In constitutional growth delay, bone age is behind, puberty is late, and the child has the potential to reach a normal adult height because they keep growing for longer. Some children have both patterns at once, which can make height prediction more complicated.
The Emotional Side
Even though constitutional growth delay is medically benign, the psychological effects on adolescents can be significant. Research has linked late pubertal timing to lower self-esteem, increased risk for depression, and social difficulties with peers. Teens with delayed development may withdraw socially, feel dissatisfied with their physical appearance, or develop unhealthy coping mechanisms. Some studies have found higher rates of disruptive behavior and even increased risk of substance use.
That said, the picture isn’t universally bleak. In one randomized trial, boys with constitutional delay were described as cooperative and not severely emotionally distressed compared to peers, even though they reported dissatisfaction with how their bodies looked. The emotional impact varies widely from child to child, and much depends on the support around them.
Treatment Options
Most children with constitutional growth delay don’t need medical treatment. The condition resolves on its own once puberty begins. For boys who show no signs of pubertal development by age 13 or 14, and whose bone maturity hasn’t progressed beyond what’s typical for an 11- or 12-year-old, doctors sometimes offer a short course of low-dose testosterone to jumpstart the process. This typically lasts 4 to 6 months, with one injection per month.
The goal isn’t to replace the body’s hormone production permanently. It’s to give the system a nudge. After the course ends, doctors check hormone levels to see if the body has started producing testosterone on its own, which would confirm the delay was temporary rather than a sign of a permanent deficiency. If levels haven’t risen, a second course can be tried. These low doses are carefully calibrated so they don’t compromise the child’s potential adult height by causing bones to mature too quickly.

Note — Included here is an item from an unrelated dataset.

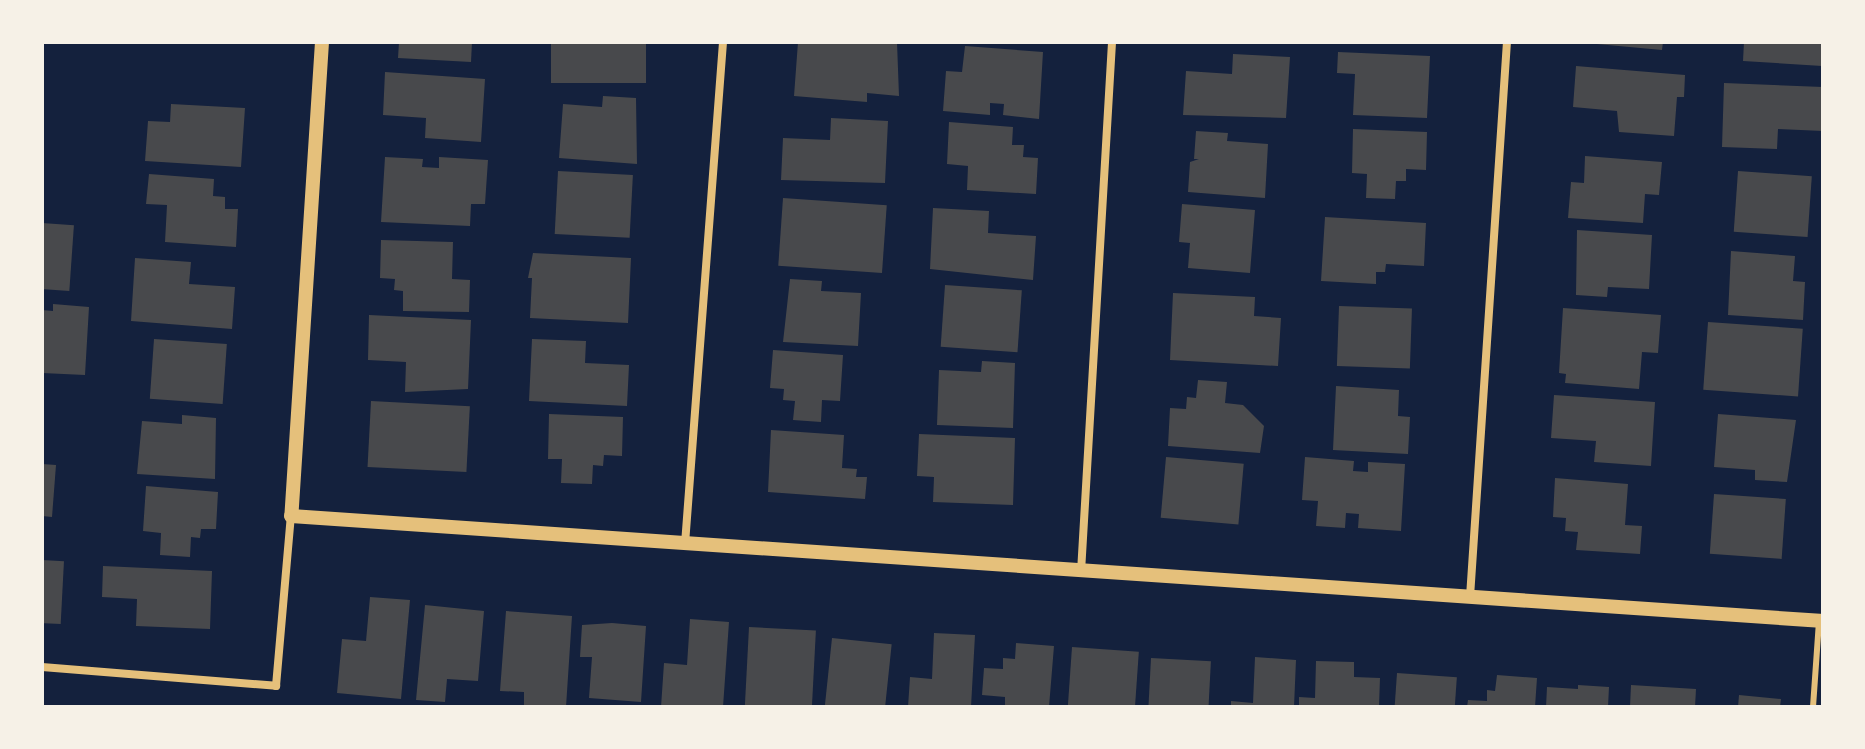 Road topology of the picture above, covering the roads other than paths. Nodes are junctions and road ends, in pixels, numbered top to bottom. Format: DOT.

For girls, a similar approach using low-dose estrogen is sometimes considered, though the decision-making process is less standardized and constitutional delay is diagnosed less frequently in girls.
What to Expect for Adult Height
The traditional reassurance is that children with constitutional growth delay will “catch up” and reach their full genetic height potential. The reality is slightly more nuanced. Many do reach a normal adult height, but research suggests some fall a bit short of their predicted target.
In one study of boys with constitutional delay, the average final height was 165.7 centimeters (about 5 feet 5 inches), compared to a predicted adult height of 170.7 centimeters and a target height based on parental stature of 171.8 centimeters. About a third of patients ended up more than 5 centimeters shorter than their predicted height. Other studies have found similar trends, with final heights typically reaching close to but slightly below genetic potential.
Not all children follow this pattern, though. Research by Wehkalampi and colleagues found that boys whose height percentile had dropped steadily between ages 3 and 9 were less likely to reach their full genetic height. Boys who maintained a stable percentile through early childhood and only fell behind at puberty had better odds of reaching their target. In a study by Salerno, boys with constitutional delay reached an average adult height of 166.4 centimeters, which closely matched both their target and predicted heights. The bottom line: most children with constitutional delay end up within a normal adult height range, though they may land a centimeter or two below what their parents’ heights would predict.